トランプ大統領は、ICC(国際刑事裁判所)について「アメリカと同盟国のイスラエルを標的にした非合法で根拠のない行動」をとってきたとし、同裁判所への制裁を可能にする大統領令に署名しました。

大統領令では、「ICCはガザでの戦闘を巡り、正当な根拠もなく、イスラエルのネタニヤフ首相や、ガラント前国防相らを標的とした逮捕状を出し、権限を乱用している」と非難しました。

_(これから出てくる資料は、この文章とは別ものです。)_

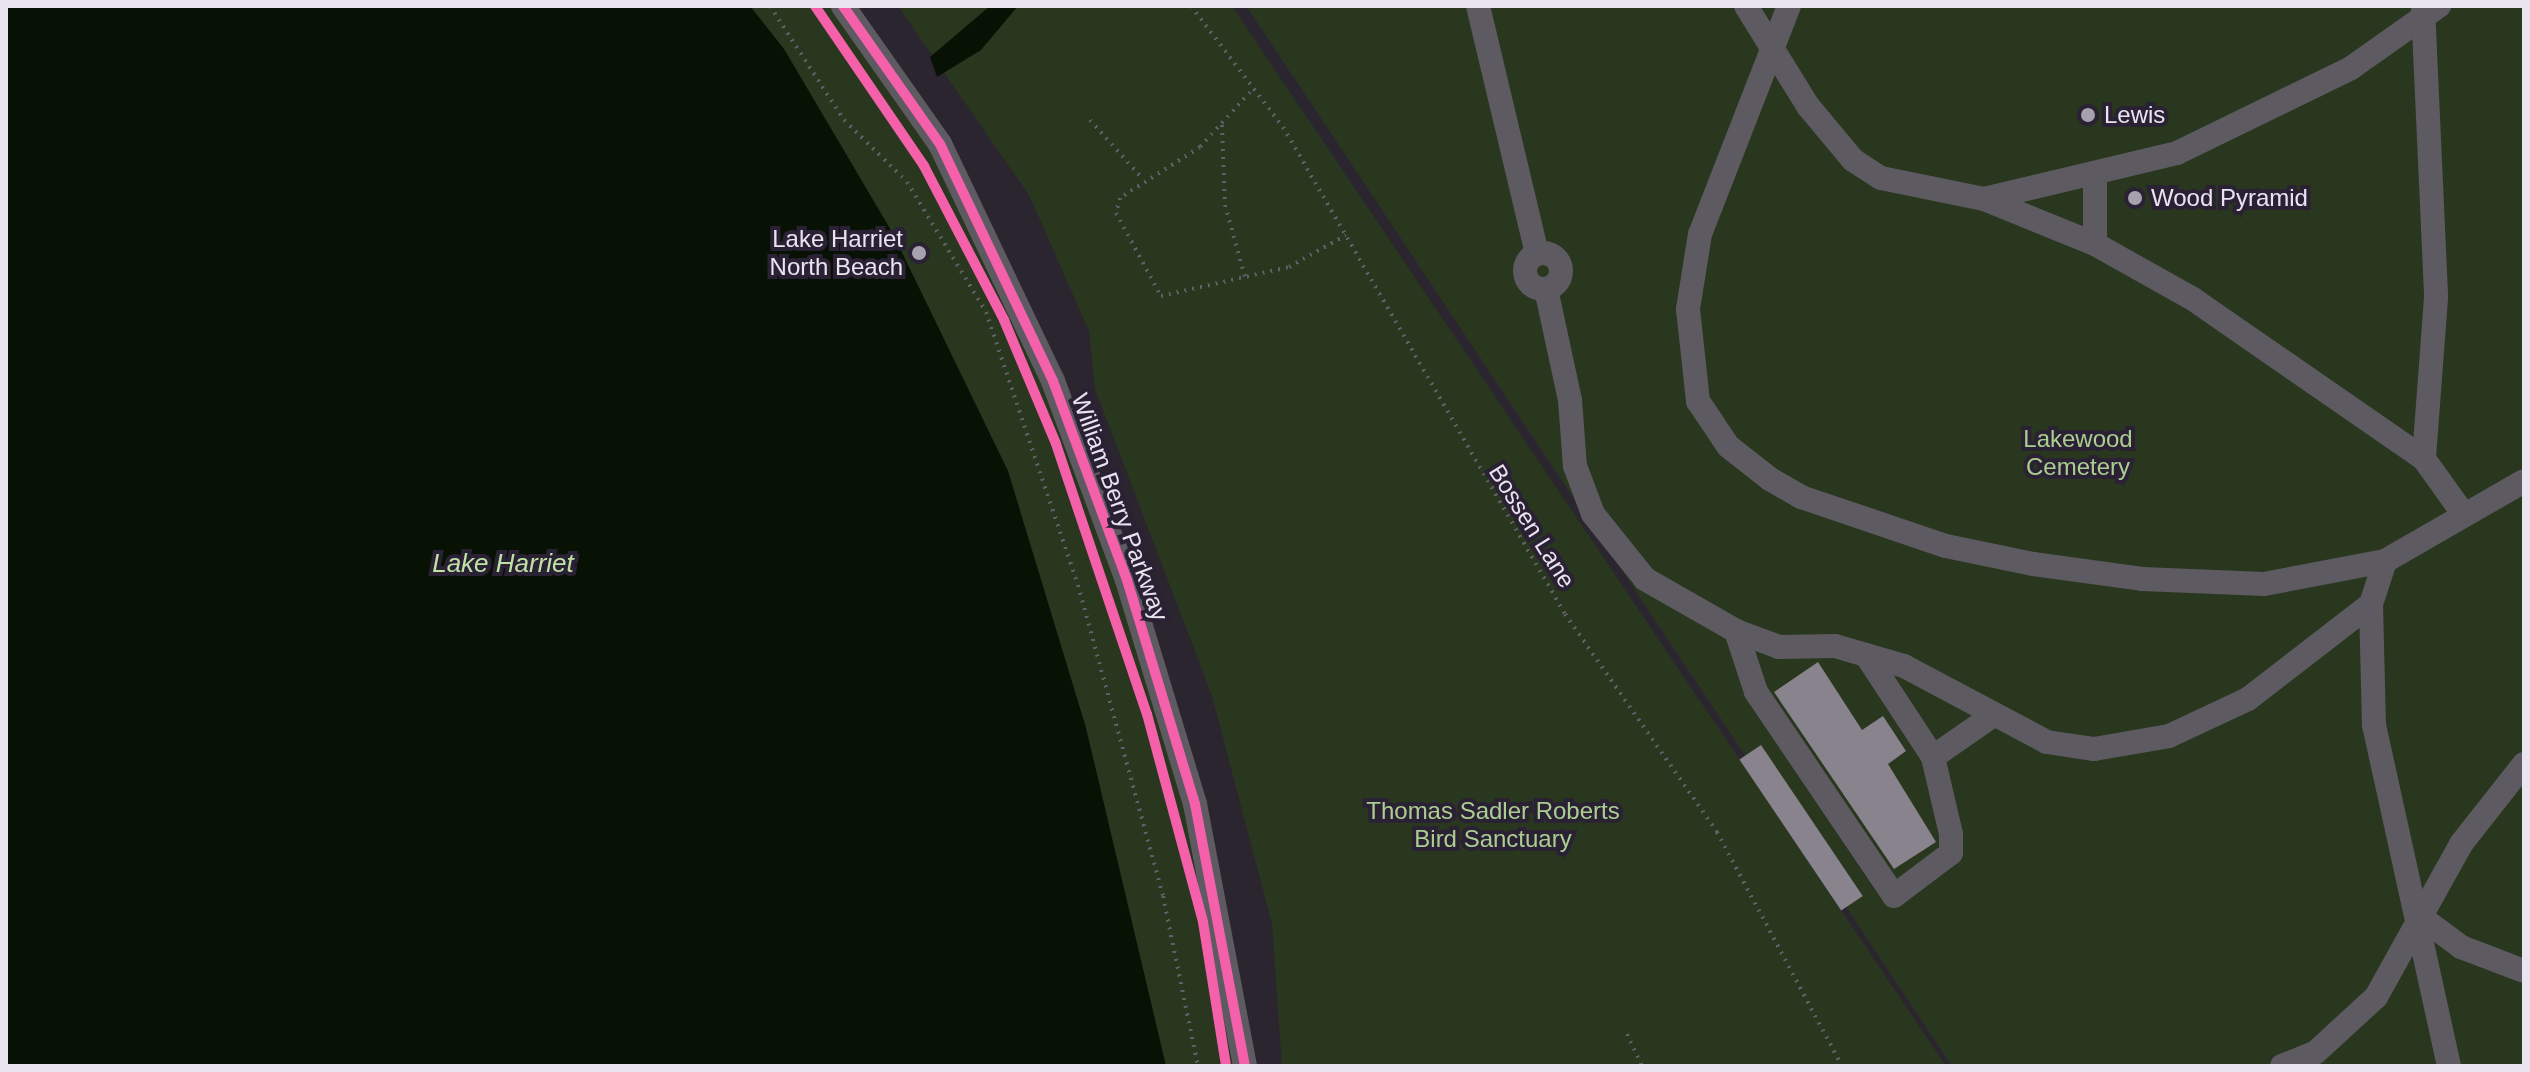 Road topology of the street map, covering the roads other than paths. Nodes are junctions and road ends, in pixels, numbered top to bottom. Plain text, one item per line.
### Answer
1 (843, 6) edge
2 (1478, 6) edge
3 (1746, 6) edge
4 (1789, 6) edge
5 (2428, 10) edge
6 (1776, 47) junction
7 (2095, 173) junction
8 (1984, 199) junction
9 (2095, 244) junction
10 (2424, 459) junction
11 (2524, 481) edge
12 (2462, 512) junction
13 (2385, 561) junction
14 (2371, 604) junction
15 (1736, 631) junction
16 (1866, 655) junction
17 (1992, 716) junction
18 (1933, 757) junction
19 (2524, 764) edge
20 (2422, 918) junction
21 (2524, 971) edge
22 (1245, 1066) edge
23 (2282, 1066) edge
24 (2449, 1066) edge

1 - 22 street, William Berry Parkway
2 - 15 street
3 - 6 street
4 - 6 street
5 - 7 street
5 - 10 street
6 - 8 street
6 - 13 street
7 - 8 street
7 - 9 street
8 - 9 street
9 - 10 street
10 - 12 street
11 - 12 street
12 - 13 street
13 - 14 street
14 - 17 street
14 - 20 street
15 - 16 street
15 - 18 street
16 - 17 street
16 - 18 street
17 - 18 street
19 - 20 street
20 - 21 street
20 - 23 street
20 - 24 street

さらに「アメリカとイスラエルはICCに加盟しておらず、ICCは管轄権もない。この悪質な行為はアメリカやイスラエルを含む同盟国の外交政策を損なうことにつながりかねない」と指摘しました。

また、ICCへの制裁として「捜査に関わった責任者の資産の凍結やアメリカへの入国を禁止する措置をとる」としています。

これに対し、ICCのトップを務める赤根智子所長は声明を発表し、「大統領令はICCの独立性と公平性を損なうもので、深い遺憾の意を表明する。裁判所の機能を政治化しようとするいかなる試みも断固として拒否する」と非難しました。

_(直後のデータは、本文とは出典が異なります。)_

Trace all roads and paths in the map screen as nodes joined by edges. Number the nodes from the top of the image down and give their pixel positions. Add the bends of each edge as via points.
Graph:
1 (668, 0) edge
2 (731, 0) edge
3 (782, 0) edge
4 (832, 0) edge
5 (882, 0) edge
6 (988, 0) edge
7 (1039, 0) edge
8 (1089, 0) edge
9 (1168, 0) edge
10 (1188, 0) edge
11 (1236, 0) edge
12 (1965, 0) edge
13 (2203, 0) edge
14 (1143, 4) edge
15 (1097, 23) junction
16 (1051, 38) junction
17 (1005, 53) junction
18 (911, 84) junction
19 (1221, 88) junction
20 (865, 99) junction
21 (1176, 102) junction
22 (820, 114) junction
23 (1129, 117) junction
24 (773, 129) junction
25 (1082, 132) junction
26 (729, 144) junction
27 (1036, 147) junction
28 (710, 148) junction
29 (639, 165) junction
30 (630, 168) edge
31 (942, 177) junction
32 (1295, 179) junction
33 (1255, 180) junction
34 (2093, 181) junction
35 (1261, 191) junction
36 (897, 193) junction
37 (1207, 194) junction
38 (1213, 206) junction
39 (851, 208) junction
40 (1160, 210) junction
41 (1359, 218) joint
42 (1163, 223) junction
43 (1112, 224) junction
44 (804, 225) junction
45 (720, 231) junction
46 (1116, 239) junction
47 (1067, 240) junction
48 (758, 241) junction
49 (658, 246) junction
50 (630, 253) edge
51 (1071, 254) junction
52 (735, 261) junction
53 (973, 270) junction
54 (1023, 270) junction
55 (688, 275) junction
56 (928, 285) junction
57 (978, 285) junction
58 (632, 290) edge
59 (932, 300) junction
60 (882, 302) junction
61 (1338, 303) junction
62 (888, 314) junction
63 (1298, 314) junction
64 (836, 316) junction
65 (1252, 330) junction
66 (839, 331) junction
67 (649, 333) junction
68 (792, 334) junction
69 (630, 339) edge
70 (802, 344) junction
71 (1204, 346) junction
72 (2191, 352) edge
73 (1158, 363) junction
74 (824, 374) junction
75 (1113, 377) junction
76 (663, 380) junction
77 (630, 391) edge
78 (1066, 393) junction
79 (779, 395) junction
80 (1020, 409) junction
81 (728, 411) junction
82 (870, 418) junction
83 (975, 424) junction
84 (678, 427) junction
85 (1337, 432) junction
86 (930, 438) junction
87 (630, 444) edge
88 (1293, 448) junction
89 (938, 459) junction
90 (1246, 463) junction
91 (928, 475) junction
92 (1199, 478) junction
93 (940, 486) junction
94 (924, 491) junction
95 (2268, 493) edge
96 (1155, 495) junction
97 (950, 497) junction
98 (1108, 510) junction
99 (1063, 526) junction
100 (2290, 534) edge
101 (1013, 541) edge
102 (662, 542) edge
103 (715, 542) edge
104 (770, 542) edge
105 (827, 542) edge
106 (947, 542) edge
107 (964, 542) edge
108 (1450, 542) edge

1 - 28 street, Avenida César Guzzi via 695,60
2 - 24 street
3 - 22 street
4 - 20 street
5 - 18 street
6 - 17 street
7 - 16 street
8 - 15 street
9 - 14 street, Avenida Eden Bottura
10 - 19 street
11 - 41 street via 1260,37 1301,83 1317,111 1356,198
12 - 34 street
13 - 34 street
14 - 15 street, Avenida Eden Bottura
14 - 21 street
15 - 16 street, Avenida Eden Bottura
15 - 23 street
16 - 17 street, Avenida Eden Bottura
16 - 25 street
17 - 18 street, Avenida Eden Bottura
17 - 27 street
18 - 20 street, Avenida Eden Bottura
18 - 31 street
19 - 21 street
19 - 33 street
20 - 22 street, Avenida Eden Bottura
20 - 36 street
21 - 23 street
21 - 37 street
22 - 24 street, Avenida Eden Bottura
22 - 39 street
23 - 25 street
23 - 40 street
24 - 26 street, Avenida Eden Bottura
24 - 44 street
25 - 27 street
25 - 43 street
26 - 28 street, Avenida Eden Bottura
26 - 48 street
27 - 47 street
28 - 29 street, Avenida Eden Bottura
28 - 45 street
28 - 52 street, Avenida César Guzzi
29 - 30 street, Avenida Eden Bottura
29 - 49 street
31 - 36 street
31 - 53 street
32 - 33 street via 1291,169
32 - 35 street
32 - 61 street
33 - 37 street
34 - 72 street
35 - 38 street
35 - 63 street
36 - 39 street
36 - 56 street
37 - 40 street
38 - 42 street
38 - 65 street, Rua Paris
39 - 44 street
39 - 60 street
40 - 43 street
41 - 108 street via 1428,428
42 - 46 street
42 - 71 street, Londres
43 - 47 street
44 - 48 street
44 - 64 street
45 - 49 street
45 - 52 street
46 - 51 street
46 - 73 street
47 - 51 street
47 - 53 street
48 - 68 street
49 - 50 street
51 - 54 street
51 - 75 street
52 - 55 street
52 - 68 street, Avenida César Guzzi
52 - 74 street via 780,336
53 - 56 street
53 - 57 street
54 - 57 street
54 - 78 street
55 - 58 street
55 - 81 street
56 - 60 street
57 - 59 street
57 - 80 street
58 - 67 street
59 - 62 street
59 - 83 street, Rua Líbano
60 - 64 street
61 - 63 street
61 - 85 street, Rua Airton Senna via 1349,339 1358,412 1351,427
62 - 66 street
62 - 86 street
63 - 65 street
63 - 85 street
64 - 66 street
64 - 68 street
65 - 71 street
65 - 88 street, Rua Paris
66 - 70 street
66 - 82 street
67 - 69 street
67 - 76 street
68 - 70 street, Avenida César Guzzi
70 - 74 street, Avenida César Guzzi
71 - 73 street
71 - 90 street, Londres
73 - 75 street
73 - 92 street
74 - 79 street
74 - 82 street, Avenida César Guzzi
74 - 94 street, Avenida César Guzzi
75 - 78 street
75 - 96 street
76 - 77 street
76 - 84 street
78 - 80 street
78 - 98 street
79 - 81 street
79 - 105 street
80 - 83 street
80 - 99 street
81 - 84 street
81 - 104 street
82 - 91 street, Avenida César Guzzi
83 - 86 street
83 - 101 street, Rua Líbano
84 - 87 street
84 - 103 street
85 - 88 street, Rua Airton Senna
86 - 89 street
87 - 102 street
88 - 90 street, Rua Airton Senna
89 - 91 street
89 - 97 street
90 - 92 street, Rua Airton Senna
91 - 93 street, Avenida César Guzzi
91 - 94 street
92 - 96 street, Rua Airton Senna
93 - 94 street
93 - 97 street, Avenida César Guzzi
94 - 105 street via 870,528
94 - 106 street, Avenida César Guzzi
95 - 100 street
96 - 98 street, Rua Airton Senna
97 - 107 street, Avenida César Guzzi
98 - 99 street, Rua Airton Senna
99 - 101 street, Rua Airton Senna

続けて、「ICCは武力紛争や人権に関する法律など世界中で受け入れられている国際法に基づいた法執行を行い、国際社会の利益と一致した機能を果たしている。世界大戦やホロコーストなどで民間人が受けてきた計り知れない苦しみの最も重要な遺産だ」と訴えました。

赤根智子所長

現在、トランプ大統領は「アメリカ第一主義」を掲げ、特に緊密な関係にあるイスラエルを含め、自国の利益を徹底的に守ろうとしており、今回の制裁もその一環と見られています。

◯【米トランプ大統領】 反ユダヤ主義の政策を強化する大統領令に署名『反ユダヤ主義の留学生は国外追放』など

ICCは「戦争犯罪や人道に対する罪を裁き、国際社会の正義を守る」という崇高な目的を掲げているものの、強制力を持たず、実際には戦争犯罪を裁くどころか、「逮捕状を発行しました」と声明を出すだけで終わることが多いと指摘されています。

ICCの活動は加盟国の協力を前提としていますが、ロシア、中国、アメリカなどの主要国が未加盟のため、実質的に機能不全に陥っていると指摘されています。

2020年、ICCはアフガニスタン戦争に関連してアメリカの捜査を試みましたが、トランプ政権がICC関係者に制裁を課し、圧力をかけたため、中断されることとなりました。

同年、亡命ウイグル人らが中国政府によるジェノサイドの実態を操作するようICCに求めた際にも、ICCは「中国は加盟国ではないため捜査できない」「人権に対する罪に当たらない」との理由で捜査要請を退けました。

ICCは2023年、ロシアのプーチン大統領に、ウクライナでの戦争犯罪の疑いで逮捕状を出しましたが、プーチン本人は裁判所の決定を意に介さず、現在も国内外で活動を続けています。

◯【ロシア】ウクライナのゼレンスキー大統領を刑法違反で国際指名手配

このように、ICCの活動はほとんどが形だけに終わり、むしろ他国からの反発を招いていますが、ICCへの最大の資金拠出国は日本であり、2023年の1年間で分担金のうち約15.4%に当たる37億5000万円を支出しています。

今後、トランプ政権の影響力が強まるにつれ、世界情勢も大きく変化し、ICCの存在意義を問う声が一層高まる可能性があります。

真に有益な機関だけが存続し、より公平で平和な国際社会が実現しますことを心から祈ります。